Referring again to FIGS. 4 and 5, each lug 321 extends
circumferentially along a longitudinal axis 324 between a first end
321a and a second end 321b. In particular, each lug 321 is
positioned such that its longitudinal axis 324 is disposed in a
plane perpendicular to central axis 311. Further, each lug 321 has
a circumferential length measured along its axis 324 between its
ends 321a, b. In this embodiment, the circumferential length of
each lug 321 is about one-eighth the circumference of inner surface
313, and thus, ends 321a, b of each lug 321 are angularly spaced
about 45.degree. apart. In general, the circumferential length of
each lug (e.g., lug 321) is less than the circumference of the
inner surface of the lug ring (e.g., inner surface 313 of lug ring
310), but it may be shorter or longer than one-eighth of the
circumference of the inner surface (e.g., inner surface 313). The
remaining dimensions of each lug 321, e.g., its axial height 326
and radial width 327, are preferably selected such that each lug
321 engages a mating slot or recess disposed on lug adapter 330, as
shown in FIGS. 8 and 9 and described in more detail below. Further,
the dimensions of each slot 322, e.g., its axial height 328, are
preferably selected such that each slot 322 is sized and configured
to receive a lug disposed on lug adapter 330 as will be described
in more detail below.
Referring specifically to FIG. 4, between each circumferentially
spaced group 320 of lugs 321, inner surface 313 is substantially
smooth, having no extensions or recesses (e.g., no lugs or slots
are provided on inner surface 313 circumferentially between groups
320). In this embodiment, each segment of smooth cylindrical
surface 317 is contiguous with and disposed at substantially the
same radius R.sub.310i-2 as the cylindrical surface of each slot
322. Thus, the portion of inner surface 313 disposed
circumferentially between groups 320 comprises a substantially
smooth cylindrical surface 317. The arc length of each portion of
smooth surface 317 is selected to receive a group of lugs disposed
on lug adapter 330. In this embodiment, groups 320 are
circumferentially spaced about 45.degree. apart, and thus, each
portion of smooth surface 317 extends angularly 45.degree. about
central axis 311 and extends circumferentially about one-eighth the
circumference of inner surface 313.
Although this embodiment includes four groups 320 of four lugs 321,
in general, any suitable number of groups (e.g., groups 320) and
lugs (e.g., lugs 321) may be employed. Further, although each lug
321 in this embodiment has a length that extends approximately 1/8
of the circumference of inner surface 313, or subtends an angle
approximately equal to 45 degrees, and each portion of smooth
surface 317 has an arc length that is substantially equal to that
of each lug 321, in other embodiments, the arc length of each lug
(e.g., lug 321) and of each portion of smooth surface (e.g., smooth
surface 317) may subtend a different angle, such as 60 degrees.
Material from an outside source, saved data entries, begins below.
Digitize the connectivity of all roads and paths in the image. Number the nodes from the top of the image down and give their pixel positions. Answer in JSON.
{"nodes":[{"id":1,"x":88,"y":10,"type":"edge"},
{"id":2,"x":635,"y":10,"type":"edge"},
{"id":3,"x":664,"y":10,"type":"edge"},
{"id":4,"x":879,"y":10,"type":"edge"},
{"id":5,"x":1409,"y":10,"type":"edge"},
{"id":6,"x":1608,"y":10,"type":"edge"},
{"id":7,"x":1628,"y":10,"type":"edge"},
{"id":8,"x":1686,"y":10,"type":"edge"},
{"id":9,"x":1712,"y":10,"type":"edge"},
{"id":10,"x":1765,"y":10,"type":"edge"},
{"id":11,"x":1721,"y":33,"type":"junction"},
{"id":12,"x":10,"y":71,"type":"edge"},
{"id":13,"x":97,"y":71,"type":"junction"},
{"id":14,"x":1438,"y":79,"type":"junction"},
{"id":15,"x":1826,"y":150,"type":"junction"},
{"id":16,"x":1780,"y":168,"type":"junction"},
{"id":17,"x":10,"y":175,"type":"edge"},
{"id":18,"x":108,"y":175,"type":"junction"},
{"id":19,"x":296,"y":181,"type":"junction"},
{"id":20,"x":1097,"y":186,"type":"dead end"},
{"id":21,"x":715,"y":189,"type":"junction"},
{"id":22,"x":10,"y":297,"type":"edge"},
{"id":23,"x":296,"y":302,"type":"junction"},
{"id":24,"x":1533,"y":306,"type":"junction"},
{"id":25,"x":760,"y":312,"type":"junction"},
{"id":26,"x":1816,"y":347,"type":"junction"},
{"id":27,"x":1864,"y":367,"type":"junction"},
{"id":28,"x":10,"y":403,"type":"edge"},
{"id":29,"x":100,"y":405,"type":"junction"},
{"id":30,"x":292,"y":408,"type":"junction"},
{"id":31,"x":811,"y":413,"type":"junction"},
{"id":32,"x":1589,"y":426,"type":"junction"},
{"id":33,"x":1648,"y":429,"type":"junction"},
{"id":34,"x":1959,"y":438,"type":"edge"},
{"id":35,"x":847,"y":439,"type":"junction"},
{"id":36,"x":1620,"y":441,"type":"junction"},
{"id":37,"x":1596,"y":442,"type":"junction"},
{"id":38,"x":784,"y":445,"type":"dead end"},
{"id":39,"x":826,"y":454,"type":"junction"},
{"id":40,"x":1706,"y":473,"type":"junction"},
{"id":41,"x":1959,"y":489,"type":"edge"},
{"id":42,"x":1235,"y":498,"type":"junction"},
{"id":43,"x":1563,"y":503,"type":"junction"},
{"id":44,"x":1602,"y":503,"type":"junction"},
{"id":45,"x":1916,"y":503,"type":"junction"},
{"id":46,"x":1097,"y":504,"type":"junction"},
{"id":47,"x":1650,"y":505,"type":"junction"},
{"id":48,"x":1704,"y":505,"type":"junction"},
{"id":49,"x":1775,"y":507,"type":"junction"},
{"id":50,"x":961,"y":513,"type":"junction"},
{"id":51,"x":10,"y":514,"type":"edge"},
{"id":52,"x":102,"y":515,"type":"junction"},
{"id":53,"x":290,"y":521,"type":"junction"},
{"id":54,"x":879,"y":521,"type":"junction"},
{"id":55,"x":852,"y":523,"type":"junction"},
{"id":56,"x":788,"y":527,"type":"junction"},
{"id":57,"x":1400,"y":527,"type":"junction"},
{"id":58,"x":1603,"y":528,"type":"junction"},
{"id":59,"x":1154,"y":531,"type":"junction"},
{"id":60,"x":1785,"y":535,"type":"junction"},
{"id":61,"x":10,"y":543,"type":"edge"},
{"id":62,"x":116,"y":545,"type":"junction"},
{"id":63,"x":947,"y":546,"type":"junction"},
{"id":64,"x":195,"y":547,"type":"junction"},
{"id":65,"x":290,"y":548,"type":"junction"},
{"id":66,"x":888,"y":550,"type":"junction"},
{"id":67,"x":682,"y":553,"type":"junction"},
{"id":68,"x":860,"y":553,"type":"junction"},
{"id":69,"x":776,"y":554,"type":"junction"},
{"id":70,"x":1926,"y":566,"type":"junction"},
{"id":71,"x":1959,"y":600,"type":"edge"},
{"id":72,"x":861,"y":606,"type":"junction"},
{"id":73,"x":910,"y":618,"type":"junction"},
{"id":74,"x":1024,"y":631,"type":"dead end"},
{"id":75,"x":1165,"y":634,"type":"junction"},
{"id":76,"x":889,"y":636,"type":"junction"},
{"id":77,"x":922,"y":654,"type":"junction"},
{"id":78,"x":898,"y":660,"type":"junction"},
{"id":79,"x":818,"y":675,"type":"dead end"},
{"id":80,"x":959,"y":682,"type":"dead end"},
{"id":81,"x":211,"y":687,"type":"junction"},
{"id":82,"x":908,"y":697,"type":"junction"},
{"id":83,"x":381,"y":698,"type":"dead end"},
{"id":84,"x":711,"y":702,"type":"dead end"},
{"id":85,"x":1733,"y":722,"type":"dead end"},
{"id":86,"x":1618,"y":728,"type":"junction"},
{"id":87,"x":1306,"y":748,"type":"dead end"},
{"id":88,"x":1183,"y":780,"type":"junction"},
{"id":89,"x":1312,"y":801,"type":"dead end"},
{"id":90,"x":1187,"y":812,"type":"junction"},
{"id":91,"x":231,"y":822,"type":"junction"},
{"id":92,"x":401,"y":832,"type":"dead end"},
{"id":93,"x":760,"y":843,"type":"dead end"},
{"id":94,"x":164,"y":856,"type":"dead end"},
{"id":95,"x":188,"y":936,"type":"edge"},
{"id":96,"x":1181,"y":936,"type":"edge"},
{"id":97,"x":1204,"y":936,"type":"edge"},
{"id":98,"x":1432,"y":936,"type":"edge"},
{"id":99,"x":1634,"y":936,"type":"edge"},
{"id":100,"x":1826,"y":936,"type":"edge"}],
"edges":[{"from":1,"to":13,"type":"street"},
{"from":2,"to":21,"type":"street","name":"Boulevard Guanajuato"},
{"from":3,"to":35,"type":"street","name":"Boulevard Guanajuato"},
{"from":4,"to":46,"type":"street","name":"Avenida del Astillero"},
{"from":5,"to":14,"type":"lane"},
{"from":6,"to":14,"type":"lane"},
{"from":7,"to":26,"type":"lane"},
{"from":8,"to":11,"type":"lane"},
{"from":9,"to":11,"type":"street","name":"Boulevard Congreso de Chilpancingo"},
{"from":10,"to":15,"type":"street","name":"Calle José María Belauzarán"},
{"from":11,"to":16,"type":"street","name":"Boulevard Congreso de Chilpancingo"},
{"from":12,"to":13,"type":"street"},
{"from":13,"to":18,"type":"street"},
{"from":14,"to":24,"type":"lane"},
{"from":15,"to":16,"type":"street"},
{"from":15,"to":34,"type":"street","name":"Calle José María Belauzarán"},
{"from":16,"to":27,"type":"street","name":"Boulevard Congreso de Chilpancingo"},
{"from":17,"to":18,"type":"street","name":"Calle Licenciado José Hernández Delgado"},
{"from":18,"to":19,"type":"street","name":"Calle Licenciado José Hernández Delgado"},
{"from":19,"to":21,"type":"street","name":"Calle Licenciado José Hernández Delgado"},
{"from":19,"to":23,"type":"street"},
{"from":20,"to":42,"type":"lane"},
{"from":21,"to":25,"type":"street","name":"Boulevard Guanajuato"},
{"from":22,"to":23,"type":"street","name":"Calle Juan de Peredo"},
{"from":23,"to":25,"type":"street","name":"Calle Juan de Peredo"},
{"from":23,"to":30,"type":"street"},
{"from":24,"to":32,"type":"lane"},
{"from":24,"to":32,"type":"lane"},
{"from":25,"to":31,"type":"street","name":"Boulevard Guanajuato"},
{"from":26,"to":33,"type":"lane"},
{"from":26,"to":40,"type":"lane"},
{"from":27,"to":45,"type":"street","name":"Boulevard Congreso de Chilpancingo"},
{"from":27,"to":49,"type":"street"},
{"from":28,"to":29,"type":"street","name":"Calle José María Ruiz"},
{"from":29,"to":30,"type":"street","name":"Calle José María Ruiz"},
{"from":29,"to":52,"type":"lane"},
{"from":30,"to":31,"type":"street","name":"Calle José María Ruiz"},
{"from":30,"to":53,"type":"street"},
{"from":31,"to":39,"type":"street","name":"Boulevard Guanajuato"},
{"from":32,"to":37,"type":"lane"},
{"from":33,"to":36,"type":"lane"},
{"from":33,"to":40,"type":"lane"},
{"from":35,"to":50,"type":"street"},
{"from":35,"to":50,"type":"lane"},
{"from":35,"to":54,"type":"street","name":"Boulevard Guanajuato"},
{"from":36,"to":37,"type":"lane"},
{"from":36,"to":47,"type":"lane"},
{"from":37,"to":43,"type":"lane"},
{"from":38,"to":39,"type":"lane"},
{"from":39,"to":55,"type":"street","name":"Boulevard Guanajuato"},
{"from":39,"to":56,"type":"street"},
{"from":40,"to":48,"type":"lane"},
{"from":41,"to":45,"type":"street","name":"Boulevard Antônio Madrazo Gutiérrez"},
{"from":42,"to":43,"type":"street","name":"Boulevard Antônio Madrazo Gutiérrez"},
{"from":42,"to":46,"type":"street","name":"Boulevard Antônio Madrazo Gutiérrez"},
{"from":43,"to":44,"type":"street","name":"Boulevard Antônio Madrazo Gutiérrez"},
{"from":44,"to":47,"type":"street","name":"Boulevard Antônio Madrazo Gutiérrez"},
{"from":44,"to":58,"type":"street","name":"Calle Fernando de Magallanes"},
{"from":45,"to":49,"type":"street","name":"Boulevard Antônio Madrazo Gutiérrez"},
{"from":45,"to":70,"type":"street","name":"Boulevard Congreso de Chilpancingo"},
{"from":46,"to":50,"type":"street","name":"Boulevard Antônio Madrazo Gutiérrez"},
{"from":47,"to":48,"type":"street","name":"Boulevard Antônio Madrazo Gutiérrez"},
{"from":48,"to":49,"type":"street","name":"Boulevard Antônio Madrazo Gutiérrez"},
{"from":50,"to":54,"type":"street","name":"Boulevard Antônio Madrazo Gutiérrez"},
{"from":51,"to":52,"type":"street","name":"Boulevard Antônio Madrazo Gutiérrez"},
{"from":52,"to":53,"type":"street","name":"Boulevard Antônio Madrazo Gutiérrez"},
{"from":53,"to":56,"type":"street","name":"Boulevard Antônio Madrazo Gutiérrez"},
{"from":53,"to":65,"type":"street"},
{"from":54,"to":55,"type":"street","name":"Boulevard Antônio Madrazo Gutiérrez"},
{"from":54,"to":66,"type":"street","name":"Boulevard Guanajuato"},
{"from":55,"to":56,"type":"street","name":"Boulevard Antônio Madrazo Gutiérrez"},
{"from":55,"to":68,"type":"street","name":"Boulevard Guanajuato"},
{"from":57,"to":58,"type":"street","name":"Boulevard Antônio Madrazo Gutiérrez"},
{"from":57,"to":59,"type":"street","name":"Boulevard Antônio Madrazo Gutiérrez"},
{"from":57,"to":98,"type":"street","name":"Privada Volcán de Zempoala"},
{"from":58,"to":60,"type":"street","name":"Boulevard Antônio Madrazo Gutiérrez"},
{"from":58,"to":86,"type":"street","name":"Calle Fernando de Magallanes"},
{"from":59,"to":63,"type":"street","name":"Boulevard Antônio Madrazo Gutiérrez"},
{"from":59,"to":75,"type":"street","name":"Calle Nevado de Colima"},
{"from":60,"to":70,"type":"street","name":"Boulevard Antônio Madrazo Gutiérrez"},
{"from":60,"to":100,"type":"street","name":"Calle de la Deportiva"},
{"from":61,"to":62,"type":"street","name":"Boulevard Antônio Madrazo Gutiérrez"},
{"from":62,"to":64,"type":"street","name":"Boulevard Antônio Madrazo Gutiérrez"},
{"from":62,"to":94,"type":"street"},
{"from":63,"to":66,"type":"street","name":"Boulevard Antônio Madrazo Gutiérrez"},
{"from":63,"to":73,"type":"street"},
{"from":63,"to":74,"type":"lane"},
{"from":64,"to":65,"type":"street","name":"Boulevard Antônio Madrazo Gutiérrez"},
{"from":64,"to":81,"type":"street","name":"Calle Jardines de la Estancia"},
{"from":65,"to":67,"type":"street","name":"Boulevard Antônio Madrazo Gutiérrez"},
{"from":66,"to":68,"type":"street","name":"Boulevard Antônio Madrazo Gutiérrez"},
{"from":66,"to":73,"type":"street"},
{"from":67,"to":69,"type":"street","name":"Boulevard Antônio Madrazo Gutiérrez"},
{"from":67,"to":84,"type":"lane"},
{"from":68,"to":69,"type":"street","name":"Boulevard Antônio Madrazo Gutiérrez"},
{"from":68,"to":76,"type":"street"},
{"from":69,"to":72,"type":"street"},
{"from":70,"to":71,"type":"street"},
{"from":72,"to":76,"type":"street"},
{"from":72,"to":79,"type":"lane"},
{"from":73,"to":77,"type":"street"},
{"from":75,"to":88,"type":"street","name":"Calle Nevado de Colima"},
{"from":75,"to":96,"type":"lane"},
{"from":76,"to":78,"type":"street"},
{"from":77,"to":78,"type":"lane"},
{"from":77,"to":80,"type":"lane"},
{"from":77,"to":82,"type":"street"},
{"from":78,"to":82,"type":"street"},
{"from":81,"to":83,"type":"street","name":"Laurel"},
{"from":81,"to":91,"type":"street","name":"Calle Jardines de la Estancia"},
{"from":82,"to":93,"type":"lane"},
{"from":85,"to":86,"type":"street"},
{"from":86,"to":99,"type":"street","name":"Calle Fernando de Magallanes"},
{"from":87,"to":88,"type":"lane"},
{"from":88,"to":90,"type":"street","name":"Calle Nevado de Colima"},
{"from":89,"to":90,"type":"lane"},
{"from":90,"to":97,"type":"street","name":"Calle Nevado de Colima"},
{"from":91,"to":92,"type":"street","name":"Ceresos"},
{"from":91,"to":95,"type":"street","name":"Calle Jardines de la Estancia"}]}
Referring still to FIGS. 4 and 5, lug ring 310 further includes a
plurality of pins 318, each pin 318 being positioned in one slot
322 and extending radially into bore 315. In this embodiment, one
pin 318 is axially positioned in the lower-most slot 322 of each
group 320 between the lower-most lug 321 and lower end 312b. As
will be described in more detail below, pins 318 function to limit
the rotation of lug adapter 330 relative to lug ring 310 during
assembly of valve cover assembly 300.
Referring now to FIGS. 6 and 7, lug adapter 330 has a central axis
331 and comprises a generally cylindrical body 332 with a first or
upper end 332a, a second or lower end 332b, a radially inner
surface 333, and a radially outer surface 334. Radially inner
surface 333 defines a central through bore 335 that extends axially
through lug adapter 330 between ends 332a, b. Inner surface 333 of
lug adapter 330 includes internal threads 336 configured to engage
mating threads on locking member 370, as will be described in more
detail below.
Outer surface 334 of lug adapter 330 includes one or more
circumferentially spaced sets or groups 340 of elongate
interlocking lugs 341 that extend radially outward. In this
embodiment, four uniformly angularly and circumferentially spaced
groups 340 are provided. Specifically, groups 340 are angularly
spaced about 45.degree. apart. In addition, in this embodiment,
four axially spaced lugs 341 are provided within each group 340.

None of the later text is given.